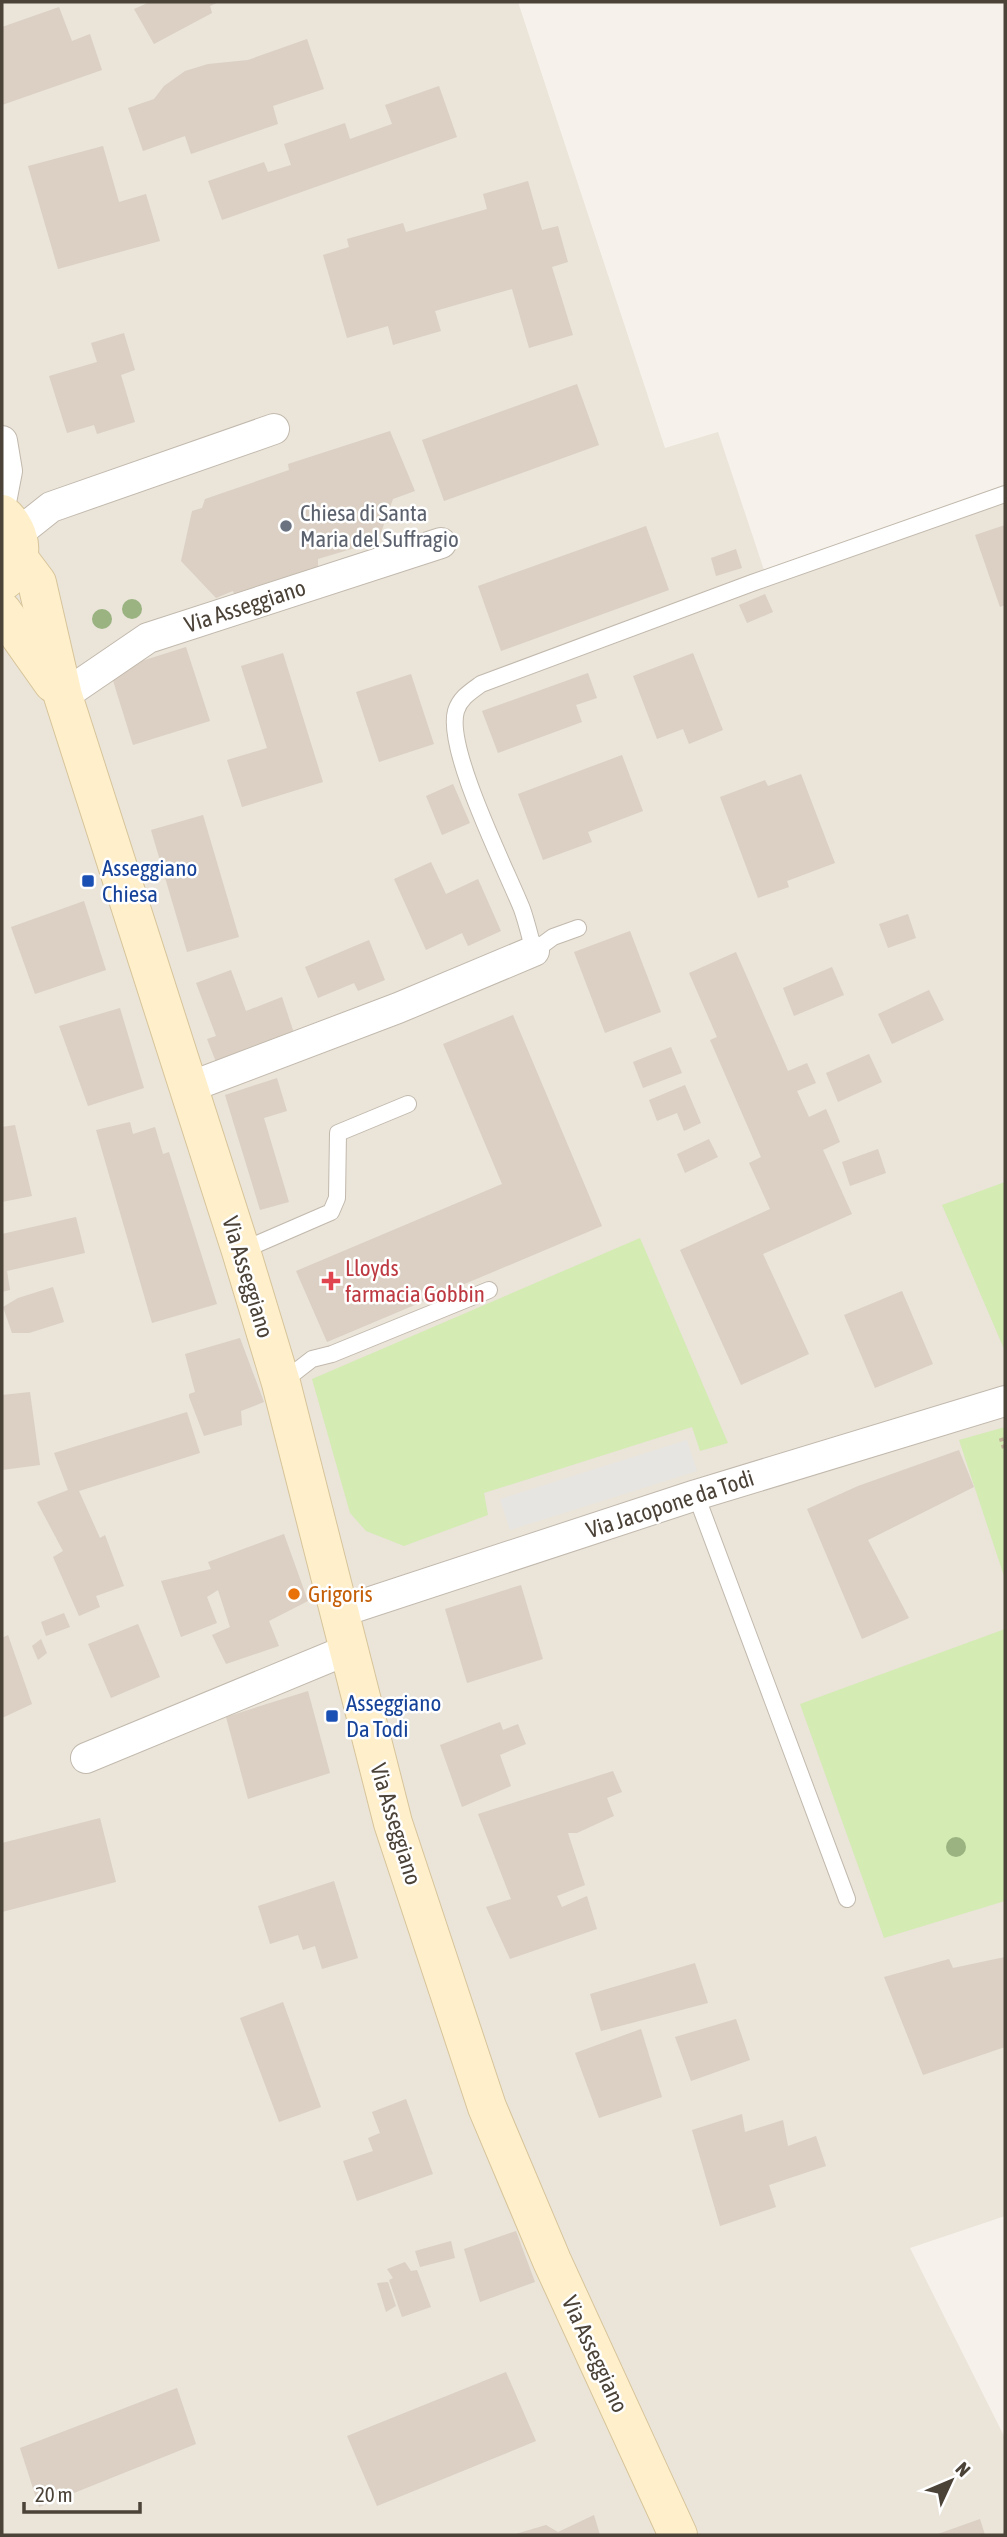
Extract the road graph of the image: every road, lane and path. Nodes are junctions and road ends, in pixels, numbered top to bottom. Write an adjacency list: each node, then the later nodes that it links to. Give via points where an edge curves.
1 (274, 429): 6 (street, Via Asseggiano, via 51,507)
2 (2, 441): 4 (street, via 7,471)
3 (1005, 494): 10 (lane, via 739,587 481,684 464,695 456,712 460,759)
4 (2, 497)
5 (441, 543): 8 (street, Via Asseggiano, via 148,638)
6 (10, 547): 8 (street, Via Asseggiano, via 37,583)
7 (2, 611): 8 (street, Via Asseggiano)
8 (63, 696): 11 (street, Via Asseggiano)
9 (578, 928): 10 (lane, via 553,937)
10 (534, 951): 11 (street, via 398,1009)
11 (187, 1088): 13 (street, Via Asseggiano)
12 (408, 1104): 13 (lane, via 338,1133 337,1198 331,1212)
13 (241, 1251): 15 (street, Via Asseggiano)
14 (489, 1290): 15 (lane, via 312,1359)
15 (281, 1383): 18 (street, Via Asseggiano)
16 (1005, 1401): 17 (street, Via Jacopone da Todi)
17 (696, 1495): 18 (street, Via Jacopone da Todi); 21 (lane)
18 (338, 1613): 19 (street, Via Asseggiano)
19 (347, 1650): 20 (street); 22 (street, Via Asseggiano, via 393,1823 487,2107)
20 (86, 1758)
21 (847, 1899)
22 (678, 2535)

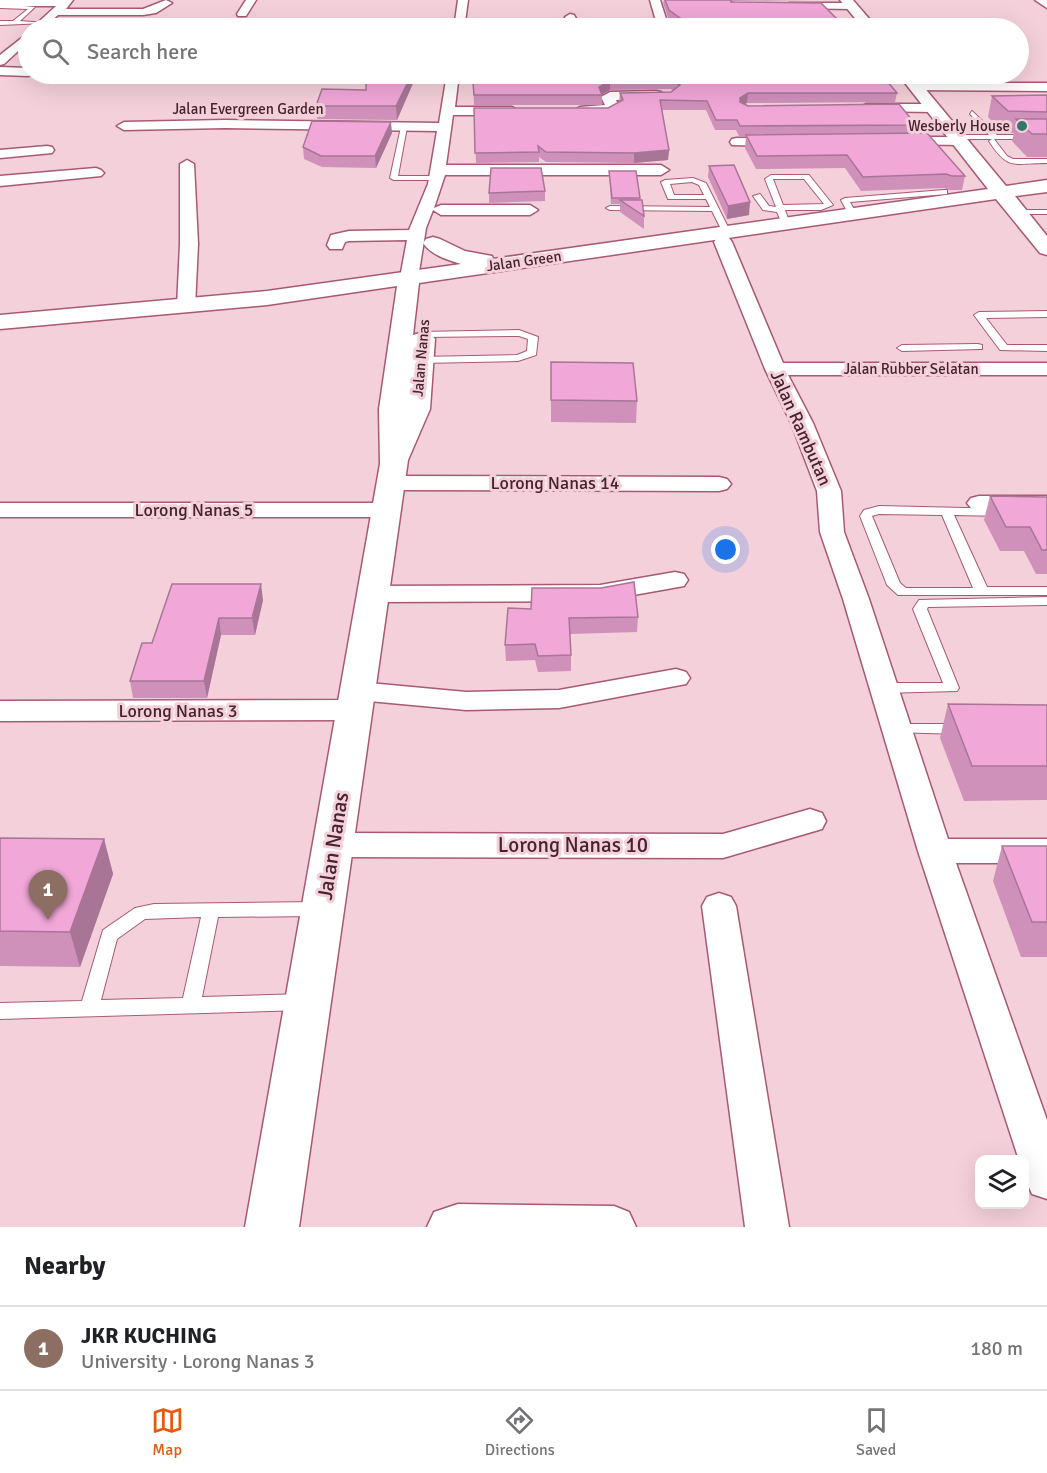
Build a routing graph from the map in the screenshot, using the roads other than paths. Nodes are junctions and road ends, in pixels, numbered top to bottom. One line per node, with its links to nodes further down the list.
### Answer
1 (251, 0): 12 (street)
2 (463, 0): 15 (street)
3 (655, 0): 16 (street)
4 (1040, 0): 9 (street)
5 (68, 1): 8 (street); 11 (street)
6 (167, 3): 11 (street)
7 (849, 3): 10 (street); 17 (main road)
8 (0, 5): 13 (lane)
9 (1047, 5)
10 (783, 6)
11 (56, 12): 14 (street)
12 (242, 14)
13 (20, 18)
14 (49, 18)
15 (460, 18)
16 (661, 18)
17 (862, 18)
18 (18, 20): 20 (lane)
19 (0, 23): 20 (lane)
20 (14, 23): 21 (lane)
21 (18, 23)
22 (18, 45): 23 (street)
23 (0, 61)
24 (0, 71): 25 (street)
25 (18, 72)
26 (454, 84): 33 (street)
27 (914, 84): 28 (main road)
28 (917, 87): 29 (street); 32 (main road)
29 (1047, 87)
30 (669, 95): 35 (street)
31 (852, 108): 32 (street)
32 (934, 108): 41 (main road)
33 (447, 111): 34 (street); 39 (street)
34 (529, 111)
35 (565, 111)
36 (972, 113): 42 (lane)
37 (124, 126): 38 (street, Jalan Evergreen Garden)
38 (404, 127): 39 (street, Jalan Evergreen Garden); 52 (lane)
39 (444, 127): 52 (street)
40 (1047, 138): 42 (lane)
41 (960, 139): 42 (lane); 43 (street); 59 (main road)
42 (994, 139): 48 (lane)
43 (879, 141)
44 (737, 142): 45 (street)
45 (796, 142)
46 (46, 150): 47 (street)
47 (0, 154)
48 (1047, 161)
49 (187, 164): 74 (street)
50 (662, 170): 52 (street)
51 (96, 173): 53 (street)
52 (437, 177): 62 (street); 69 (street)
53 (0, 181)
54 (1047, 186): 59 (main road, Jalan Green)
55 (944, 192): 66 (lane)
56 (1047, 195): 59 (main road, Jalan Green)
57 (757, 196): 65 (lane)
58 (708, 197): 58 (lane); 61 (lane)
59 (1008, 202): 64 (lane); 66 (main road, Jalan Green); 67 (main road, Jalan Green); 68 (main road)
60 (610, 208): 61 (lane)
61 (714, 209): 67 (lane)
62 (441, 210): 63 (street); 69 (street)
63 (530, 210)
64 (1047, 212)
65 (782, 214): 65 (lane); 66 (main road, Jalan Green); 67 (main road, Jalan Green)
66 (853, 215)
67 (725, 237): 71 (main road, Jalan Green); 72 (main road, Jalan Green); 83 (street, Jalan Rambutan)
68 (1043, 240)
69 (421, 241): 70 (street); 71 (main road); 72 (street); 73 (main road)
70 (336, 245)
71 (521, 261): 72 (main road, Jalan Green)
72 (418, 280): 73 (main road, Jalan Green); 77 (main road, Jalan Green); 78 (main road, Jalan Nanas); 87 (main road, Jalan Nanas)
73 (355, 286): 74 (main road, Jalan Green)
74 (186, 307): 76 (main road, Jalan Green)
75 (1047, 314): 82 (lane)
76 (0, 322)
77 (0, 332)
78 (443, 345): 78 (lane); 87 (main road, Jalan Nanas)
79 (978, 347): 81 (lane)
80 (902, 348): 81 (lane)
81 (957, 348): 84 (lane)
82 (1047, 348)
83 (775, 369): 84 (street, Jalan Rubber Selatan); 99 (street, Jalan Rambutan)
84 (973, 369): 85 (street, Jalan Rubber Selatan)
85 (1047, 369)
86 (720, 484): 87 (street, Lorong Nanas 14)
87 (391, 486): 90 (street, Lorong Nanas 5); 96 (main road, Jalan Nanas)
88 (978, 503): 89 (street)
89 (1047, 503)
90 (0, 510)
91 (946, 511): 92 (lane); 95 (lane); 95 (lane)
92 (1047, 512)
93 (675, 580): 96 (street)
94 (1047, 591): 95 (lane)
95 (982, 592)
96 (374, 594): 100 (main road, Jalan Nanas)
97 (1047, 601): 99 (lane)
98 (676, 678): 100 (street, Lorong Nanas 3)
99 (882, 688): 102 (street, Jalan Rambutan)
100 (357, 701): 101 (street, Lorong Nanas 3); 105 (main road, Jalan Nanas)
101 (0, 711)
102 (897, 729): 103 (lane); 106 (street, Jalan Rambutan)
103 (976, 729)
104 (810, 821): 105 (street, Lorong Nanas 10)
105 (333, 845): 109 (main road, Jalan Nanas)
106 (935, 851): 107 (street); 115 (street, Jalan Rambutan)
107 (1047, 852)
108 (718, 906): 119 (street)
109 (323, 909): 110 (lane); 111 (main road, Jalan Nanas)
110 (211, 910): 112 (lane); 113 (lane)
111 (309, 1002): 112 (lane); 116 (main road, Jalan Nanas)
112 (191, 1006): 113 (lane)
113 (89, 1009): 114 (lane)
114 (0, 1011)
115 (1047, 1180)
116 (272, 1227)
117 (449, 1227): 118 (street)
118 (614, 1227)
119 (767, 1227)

......

§ **Action item**:
What is needed is a verbatim copy of every entry, with the pictures omitted.

§ **Your solution**:
Extract the road graph of the image: every road, lane and path. Nodes are junctions and road ends, in pixels, numbered top to bottom. Write an adjacency list: each node, then the later nodes that it links to. Give via points where an edge curves.
1 (274, 429): 6 (street, Via Asseggiano, via 51,507)
2 (2, 441): 4 (street, via 7,471)
3 (1005, 494): 10 (lane, via 739,587 481,684 464,695 456,712 460,759)
4 (2, 497)
5 (441, 543): 8 (street, Via Asseggiano, via 148,638)
6 (10, 547): 8 (street, Via Asseggiano, via 37,583)
7 (2, 611): 8 (street, Via Asseggiano)
8 (63, 696): 11 (street, Via Asseggiano)
9 (578, 928): 10 (lane, via 553,937)
10 (534, 951): 11 (street, via 398,1009)
11 (187, 1088): 13 (street, Via Asseggiano)
12 (408, 1104): 13 (lane, via 338,1133 337,1198 331,1212)
13 (241, 1251): 15 (street, Via Asseggiano)
14 (489, 1290): 15 (lane, via 312,1359)
15 (281, 1383): 18 (street, Via Asseggiano)
16 (1005, 1401): 17 (street, Via Jacopone da Todi)
17 (696, 1495): 18 (street, Via Jacopone da Todi); 21 (lane)
18 (338, 1613): 19 (street, Via Asseggiano)
19 (347, 1650): 20 (street); 22 (street, Via Asseggiano, via 393,1823 487,2107)
20 (86, 1758)
21 (847, 1899)
22 (678, 2535)

Build a routing graph from the map in the screenshot, using the roads other than paths. Nodes are junctions and road ends, in pixels, numbered top to bottom. One line per node, with its links to nodes further down the list.
### Answer
1 (251, 0): 12 (street)
2 (463, 0): 15 (street)
3 (655, 0): 16 (street)
4 (1040, 0): 9 (street)
5 (68, 1): 8 (street); 11 (street)
6 (167, 3): 11 (street)
7 (849, 3): 10 (street); 17 (main road)
8 (0, 5): 13 (lane)
9 (1047, 5)
10 (783, 6)
11 (56, 12): 14 (street)
12 (242, 14)
13 (20, 18)
14 (49, 18)
15 (460, 18)
16 (661, 18)
17 (862, 18)
18 (18, 20): 20 (lane)
19 (0, 23): 20 (lane)
20 (14, 23): 21 (lane)
21 (18, 23)
22 (18, 45): 23 (street)
23 (0, 61)
24 (0, 71): 25 (street)
25 (18, 72)
26 (454, 84): 33 (street)
27 (914, 84): 28 (main road)
28 (917, 87): 29 (street); 32 (main road)
29 (1047, 87)
30 (669, 95): 35 (street)
31 (852, 108): 32 (street)
32 (934, 108): 41 (main road)
33 (447, 111): 34 (street); 39 (street)
34 (529, 111)
35 (565, 111)
36 (972, 113): 42 (lane)
37 (124, 126): 38 (street, Jalan Evergreen Garden)
38 (404, 127): 39 (street, Jalan Evergreen Garden); 52 (lane)
39 (444, 127): 52 (street)
40 (1047, 138): 42 (lane)
41 (960, 139): 42 (lane); 43 (street); 59 (main road)
42 (994, 139): 48 (lane)
43 (879, 141)
44 (737, 142): 45 (street)
45 (796, 142)
46 (46, 150): 47 (street)
47 (0, 154)
48 (1047, 161)
49 (187, 164): 74 (street)
50 (662, 170): 52 (street)
51 (96, 173): 53 (street)
52 (437, 177): 62 (street); 69 (street)
53 (0, 181)
54 (1047, 186): 59 (main road, Jalan Green)
55 (944, 192): 66 (lane)
56 (1047, 195): 59 (main road, Jalan Green)
57 (757, 196): 65 (lane)
58 (708, 197): 58 (lane); 61 (lane)
59 (1008, 202): 64 (lane); 66 (main road, Jalan Green); 67 (main road, Jalan Green); 68 (main road)
60 (610, 208): 61 (lane)
61 (714, 209): 67 (lane)
62 (441, 210): 63 (street); 69 (street)
63 (530, 210)
64 (1047, 212)
65 (782, 214): 65 (lane); 66 (main road, Jalan Green); 67 (main road, Jalan Green)
66 (853, 215)
67 (725, 237): 71 (main road, Jalan Green); 72 (main road, Jalan Green); 83 (street, Jalan Rambutan)
68 (1043, 240)
69 (421, 241): 70 (street); 71 (main road); 72 (street); 73 (main road)
70 (336, 245)
71 (521, 261): 72 (main road, Jalan Green)
72 (418, 280): 73 (main road, Jalan Green); 77 (main road, Jalan Green); 78 (main road, Jalan Nanas); 87 (main road, Jalan Nanas)
73 (355, 286): 74 (main road, Jalan Green)
74 (186, 307): 76 (main road, Jalan Green)
75 (1047, 314): 82 (lane)
76 (0, 322)
77 (0, 332)
78 (443, 345): 78 (lane); 87 (main road, Jalan Nanas)
79 (978, 347): 81 (lane)
80 (902, 348): 81 (lane)
81 (957, 348): 84 (lane)
82 (1047, 348)
83 (775, 369): 84 (street, Jalan Rubber Selatan); 99 (street, Jalan Rambutan)
84 (973, 369): 85 (street, Jalan Rubber Selatan)
85 (1047, 369)
86 (720, 484): 87 (street, Lorong Nanas 14)
87 (391, 486): 90 (street, Lorong Nanas 5); 96 (main road, Jalan Nanas)
88 (978, 503): 89 (street)
89 (1047, 503)
90 (0, 510)
91 (946, 511): 92 (lane); 95 (lane); 95 (lane)
92 (1047, 512)
93 (675, 580): 96 (street)
94 (1047, 591): 95 (lane)
95 (982, 592)
96 (374, 594): 100 (main road, Jalan Nanas)
97 (1047, 601): 99 (lane)
98 (676, 678): 100 (street, Lorong Nanas 3)
99 (882, 688): 102 (street, Jalan Rambutan)
100 (357, 701): 101 (street, Lorong Nanas 3); 105 (main road, Jalan Nanas)
101 (0, 711)
102 (897, 729): 103 (lane); 106 (street, Jalan Rambutan)
103 (976, 729)
104 (810, 821): 105 (street, Lorong Nanas 10)
105 (333, 845): 109 (main road, Jalan Nanas)
106 (935, 851): 107 (street); 115 (street, Jalan Rambutan)
107 (1047, 852)
108 (718, 906): 119 (street)
109 (323, 909): 110 (lane); 111 (main road, Jalan Nanas)
110 (211, 910): 112 (lane); 113 (lane)
111 (309, 1002): 112 (lane); 116 (main road, Jalan Nanas)
112 (191, 1006): 113 (lane)
113 (89, 1009): 114 (lane)
114 (0, 1011)
115 (1047, 1180)
116 (272, 1227)
117 (449, 1227): 118 (street)
118 (614, 1227)
119 (767, 1227)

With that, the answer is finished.